──────── Given data

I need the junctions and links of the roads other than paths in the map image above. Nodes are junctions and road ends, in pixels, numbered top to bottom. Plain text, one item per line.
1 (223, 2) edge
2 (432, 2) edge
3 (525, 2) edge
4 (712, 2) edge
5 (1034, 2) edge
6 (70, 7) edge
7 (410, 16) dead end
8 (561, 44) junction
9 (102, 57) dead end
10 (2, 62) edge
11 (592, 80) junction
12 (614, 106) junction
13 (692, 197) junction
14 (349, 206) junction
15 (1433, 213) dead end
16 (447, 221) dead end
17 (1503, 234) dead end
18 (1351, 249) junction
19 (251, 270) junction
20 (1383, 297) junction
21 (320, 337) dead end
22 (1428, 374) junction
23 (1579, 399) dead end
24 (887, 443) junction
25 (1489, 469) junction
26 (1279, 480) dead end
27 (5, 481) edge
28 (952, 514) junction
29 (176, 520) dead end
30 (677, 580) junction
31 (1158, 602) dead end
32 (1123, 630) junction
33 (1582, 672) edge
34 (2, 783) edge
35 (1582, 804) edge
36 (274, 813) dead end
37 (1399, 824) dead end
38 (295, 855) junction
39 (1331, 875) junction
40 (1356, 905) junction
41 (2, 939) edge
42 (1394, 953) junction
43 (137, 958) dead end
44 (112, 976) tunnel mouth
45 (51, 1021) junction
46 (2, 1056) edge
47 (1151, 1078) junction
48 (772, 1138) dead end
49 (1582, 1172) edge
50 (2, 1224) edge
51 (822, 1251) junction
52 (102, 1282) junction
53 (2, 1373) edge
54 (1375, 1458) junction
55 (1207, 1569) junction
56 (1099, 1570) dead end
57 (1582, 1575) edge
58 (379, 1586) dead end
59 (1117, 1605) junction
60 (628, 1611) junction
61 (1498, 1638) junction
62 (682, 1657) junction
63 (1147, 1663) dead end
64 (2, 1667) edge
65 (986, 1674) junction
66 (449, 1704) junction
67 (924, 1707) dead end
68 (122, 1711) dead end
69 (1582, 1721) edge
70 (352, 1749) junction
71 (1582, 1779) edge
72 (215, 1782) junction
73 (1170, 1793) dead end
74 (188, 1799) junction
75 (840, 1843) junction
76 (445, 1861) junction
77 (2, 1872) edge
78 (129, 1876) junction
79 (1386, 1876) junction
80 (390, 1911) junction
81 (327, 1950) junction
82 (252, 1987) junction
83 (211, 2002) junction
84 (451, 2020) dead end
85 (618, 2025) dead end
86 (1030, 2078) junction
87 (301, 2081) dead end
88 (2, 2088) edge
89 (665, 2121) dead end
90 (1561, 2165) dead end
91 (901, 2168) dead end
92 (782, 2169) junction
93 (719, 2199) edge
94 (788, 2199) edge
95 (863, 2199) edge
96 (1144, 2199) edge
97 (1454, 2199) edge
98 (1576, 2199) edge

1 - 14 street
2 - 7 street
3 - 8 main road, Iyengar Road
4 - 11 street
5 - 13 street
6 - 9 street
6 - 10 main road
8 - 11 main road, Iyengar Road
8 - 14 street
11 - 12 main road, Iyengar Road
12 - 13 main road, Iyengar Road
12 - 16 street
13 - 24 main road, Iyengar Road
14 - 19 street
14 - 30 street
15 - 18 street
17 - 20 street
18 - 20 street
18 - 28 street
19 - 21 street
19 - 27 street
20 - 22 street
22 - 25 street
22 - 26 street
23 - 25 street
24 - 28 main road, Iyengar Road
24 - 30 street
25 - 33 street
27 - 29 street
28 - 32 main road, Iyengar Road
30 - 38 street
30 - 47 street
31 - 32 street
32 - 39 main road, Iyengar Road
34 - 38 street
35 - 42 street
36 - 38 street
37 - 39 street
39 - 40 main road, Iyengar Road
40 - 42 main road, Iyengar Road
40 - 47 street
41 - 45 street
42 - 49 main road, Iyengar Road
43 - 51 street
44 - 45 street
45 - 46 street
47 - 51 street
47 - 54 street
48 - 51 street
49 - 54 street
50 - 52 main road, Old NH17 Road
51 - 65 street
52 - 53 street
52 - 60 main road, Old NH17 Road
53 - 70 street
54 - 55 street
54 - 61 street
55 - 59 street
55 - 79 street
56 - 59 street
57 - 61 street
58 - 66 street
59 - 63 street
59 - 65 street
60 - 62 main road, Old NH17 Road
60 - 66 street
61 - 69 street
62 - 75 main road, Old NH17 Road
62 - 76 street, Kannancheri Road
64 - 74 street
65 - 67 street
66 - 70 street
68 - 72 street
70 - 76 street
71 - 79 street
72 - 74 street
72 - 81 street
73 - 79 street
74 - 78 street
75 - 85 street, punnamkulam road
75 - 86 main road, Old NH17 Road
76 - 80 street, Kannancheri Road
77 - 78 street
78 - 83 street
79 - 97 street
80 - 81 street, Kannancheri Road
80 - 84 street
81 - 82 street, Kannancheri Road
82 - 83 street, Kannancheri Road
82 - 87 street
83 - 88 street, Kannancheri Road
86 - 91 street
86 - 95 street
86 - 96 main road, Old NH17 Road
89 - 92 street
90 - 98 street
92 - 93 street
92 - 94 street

────────────────
──────── Given data

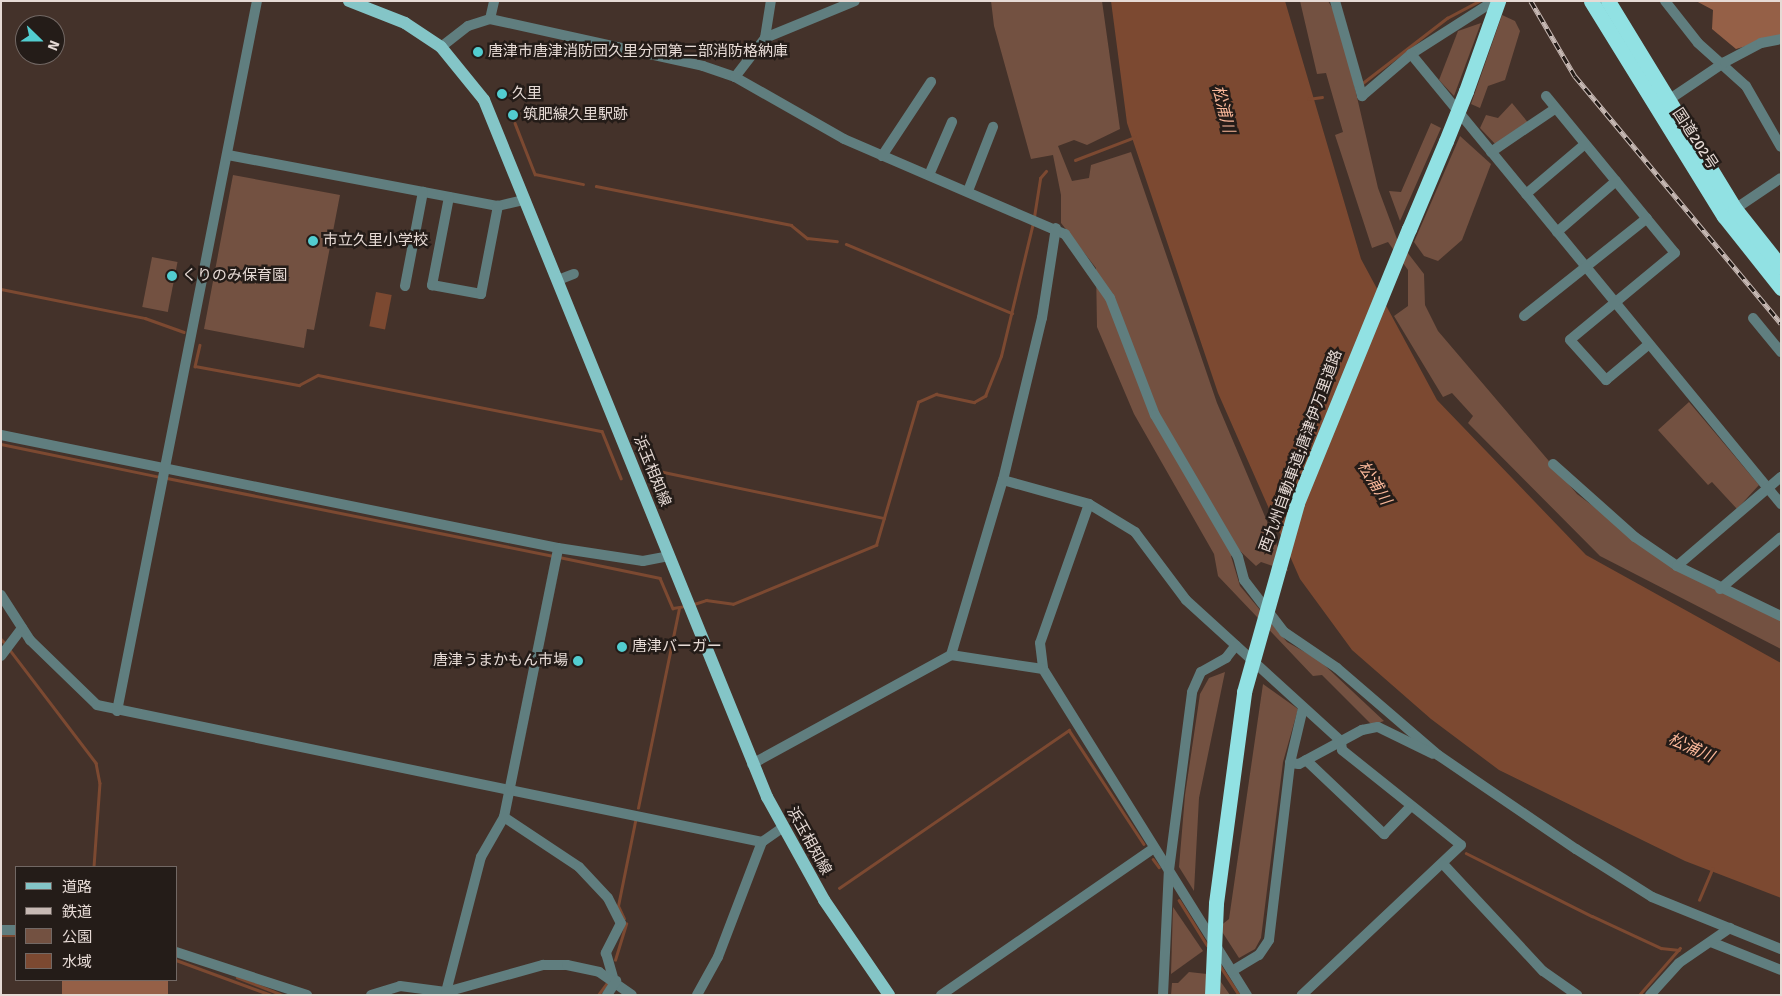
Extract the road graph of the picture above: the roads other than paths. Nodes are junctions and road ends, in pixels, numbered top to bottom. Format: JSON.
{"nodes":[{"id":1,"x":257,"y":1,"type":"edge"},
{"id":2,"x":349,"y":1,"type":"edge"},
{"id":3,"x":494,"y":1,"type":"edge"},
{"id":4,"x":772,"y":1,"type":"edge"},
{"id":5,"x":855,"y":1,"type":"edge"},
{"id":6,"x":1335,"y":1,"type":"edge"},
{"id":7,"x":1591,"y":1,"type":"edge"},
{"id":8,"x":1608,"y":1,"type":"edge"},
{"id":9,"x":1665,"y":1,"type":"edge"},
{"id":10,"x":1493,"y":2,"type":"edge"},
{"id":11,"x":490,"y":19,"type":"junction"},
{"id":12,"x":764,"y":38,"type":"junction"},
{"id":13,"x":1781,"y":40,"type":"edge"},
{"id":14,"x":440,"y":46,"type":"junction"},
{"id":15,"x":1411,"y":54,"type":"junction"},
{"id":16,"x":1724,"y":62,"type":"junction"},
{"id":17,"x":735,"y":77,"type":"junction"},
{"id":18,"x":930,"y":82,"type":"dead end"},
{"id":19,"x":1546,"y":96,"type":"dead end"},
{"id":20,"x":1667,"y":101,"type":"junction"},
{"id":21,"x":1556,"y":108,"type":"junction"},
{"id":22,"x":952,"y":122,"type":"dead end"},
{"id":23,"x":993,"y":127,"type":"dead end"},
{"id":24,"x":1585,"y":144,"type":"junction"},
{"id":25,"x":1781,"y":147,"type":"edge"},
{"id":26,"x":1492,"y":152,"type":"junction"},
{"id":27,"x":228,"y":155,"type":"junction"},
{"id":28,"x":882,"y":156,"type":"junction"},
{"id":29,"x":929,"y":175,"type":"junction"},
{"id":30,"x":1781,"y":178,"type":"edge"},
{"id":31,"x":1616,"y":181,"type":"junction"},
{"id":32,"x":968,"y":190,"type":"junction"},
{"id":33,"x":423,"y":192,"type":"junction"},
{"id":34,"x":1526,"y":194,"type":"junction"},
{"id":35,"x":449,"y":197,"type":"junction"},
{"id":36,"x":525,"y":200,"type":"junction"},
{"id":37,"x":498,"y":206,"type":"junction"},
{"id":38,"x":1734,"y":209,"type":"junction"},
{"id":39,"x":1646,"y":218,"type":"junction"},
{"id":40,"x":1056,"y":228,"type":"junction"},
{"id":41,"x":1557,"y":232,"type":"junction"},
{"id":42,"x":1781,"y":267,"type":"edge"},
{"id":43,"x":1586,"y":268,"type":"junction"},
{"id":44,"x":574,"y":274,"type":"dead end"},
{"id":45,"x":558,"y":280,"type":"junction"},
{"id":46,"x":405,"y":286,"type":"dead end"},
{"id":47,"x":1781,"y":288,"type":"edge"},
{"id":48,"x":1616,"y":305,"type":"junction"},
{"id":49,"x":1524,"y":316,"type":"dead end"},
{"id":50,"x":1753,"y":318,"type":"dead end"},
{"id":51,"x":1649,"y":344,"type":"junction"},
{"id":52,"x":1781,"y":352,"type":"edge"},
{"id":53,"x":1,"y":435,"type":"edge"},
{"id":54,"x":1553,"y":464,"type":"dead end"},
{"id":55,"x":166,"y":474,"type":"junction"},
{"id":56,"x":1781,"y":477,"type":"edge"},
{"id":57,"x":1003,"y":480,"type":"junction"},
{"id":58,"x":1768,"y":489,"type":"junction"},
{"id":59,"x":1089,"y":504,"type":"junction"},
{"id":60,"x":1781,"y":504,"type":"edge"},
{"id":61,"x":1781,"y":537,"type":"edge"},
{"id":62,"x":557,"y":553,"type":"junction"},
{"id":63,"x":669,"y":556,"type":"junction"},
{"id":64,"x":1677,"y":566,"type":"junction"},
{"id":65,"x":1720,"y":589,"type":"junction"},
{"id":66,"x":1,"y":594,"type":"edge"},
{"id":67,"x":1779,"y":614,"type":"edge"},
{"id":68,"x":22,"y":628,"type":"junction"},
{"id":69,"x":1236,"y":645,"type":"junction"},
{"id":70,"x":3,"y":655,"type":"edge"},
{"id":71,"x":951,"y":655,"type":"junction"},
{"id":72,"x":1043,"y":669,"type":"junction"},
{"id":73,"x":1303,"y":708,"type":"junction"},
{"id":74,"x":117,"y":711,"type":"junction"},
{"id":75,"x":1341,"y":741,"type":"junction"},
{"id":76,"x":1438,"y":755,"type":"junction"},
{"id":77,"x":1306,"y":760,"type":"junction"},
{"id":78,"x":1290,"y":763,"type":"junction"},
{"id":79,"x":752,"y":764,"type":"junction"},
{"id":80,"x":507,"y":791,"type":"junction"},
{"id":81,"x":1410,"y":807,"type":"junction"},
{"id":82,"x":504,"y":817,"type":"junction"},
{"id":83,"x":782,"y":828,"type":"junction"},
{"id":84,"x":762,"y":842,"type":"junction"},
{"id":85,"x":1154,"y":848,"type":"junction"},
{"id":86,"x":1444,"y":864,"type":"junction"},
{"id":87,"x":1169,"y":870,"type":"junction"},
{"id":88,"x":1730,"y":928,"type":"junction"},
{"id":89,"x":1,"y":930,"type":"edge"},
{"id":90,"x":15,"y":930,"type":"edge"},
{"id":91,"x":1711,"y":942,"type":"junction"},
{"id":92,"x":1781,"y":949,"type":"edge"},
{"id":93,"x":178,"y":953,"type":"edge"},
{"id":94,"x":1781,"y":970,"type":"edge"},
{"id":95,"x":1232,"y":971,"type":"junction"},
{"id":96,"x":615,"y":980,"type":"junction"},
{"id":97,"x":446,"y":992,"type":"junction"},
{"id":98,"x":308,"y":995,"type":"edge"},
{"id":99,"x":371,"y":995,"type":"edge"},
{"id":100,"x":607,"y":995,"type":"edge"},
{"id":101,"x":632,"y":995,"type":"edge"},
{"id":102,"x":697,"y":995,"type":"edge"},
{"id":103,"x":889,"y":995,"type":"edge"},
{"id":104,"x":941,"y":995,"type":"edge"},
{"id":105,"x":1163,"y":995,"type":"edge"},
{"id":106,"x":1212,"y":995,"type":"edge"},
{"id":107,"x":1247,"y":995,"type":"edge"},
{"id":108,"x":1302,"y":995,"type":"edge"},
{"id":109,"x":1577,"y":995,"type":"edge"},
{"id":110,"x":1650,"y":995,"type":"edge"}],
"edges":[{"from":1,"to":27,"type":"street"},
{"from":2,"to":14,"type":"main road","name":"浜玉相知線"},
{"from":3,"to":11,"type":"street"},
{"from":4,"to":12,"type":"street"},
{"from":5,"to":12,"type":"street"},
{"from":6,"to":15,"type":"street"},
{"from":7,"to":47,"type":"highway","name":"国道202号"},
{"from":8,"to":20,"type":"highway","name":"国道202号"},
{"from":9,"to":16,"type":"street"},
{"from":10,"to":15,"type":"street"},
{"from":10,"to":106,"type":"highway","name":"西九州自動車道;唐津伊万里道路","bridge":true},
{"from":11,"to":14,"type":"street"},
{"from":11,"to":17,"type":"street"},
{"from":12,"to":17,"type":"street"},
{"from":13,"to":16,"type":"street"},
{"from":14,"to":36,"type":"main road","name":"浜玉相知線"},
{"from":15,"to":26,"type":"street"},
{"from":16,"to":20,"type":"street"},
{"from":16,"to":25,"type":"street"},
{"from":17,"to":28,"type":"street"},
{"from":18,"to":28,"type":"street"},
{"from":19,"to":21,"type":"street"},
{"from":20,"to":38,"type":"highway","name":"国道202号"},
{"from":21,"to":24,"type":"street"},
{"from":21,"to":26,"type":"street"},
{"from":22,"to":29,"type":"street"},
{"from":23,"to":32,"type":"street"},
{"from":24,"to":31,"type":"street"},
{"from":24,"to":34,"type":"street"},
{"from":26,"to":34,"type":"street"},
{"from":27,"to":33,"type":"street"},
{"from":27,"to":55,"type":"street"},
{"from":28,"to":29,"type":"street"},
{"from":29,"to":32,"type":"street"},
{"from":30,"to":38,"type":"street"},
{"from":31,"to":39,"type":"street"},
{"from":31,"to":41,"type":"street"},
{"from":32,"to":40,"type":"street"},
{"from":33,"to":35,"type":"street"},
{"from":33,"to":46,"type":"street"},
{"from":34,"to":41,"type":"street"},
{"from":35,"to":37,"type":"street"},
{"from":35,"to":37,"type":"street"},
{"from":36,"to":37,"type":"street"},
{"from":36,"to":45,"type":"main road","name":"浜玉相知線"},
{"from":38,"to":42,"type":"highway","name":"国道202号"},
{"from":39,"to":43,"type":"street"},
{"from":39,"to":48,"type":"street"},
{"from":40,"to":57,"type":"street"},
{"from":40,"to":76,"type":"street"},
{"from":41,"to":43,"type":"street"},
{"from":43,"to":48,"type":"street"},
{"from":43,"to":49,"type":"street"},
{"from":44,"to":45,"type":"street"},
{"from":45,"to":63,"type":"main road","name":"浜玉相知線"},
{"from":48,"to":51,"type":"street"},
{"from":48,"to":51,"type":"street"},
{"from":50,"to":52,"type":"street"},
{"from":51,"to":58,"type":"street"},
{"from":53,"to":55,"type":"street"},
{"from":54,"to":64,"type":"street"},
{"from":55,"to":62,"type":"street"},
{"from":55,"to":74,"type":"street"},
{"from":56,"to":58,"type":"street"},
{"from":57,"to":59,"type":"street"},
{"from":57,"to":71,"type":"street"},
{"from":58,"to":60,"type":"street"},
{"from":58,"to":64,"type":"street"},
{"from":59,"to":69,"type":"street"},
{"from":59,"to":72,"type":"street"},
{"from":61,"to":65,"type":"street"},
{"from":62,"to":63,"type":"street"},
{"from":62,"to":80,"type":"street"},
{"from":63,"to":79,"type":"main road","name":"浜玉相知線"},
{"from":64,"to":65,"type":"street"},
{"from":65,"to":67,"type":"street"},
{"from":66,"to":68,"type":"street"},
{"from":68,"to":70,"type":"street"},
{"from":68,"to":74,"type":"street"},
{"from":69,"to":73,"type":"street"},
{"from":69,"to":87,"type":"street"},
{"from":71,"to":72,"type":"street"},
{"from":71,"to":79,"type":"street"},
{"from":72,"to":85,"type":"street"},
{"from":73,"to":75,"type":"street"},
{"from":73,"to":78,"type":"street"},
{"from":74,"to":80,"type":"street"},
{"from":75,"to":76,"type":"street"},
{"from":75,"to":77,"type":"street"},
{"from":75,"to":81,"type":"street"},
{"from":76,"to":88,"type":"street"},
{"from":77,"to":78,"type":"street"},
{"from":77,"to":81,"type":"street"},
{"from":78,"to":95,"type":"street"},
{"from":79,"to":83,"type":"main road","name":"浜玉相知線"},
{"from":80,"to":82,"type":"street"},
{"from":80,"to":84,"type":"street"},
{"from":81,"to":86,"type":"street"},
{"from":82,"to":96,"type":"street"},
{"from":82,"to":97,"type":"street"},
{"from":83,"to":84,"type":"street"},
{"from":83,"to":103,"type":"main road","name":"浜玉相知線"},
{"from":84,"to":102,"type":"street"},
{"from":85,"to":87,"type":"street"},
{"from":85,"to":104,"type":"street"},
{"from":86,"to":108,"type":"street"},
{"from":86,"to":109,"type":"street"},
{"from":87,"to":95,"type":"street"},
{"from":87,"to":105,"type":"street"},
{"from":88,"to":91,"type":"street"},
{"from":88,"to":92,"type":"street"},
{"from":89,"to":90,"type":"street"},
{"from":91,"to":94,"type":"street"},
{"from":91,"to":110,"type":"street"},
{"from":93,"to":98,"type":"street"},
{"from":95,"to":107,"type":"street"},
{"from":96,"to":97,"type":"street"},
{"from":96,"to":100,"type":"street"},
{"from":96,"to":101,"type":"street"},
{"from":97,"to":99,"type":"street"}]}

────────────────

What you need to do: Which of the lines in the data hold the string "highway"? Report each of them by copying it.

Response:
{"from":7,"to":47,"type":"highway","name":"国道202号"},
{"from":8,"to":20,"type":"highway","name":"国道202号"},
{"from":10,"to":106,"type":"highway","name":"西九州自動車道;唐津伊万里道路","bridge":true},
{"from":20,"to":38,"type":"highway","name":"国道202号"},
{"from":38,"to":42,"type":"highway","name":"国道202号"},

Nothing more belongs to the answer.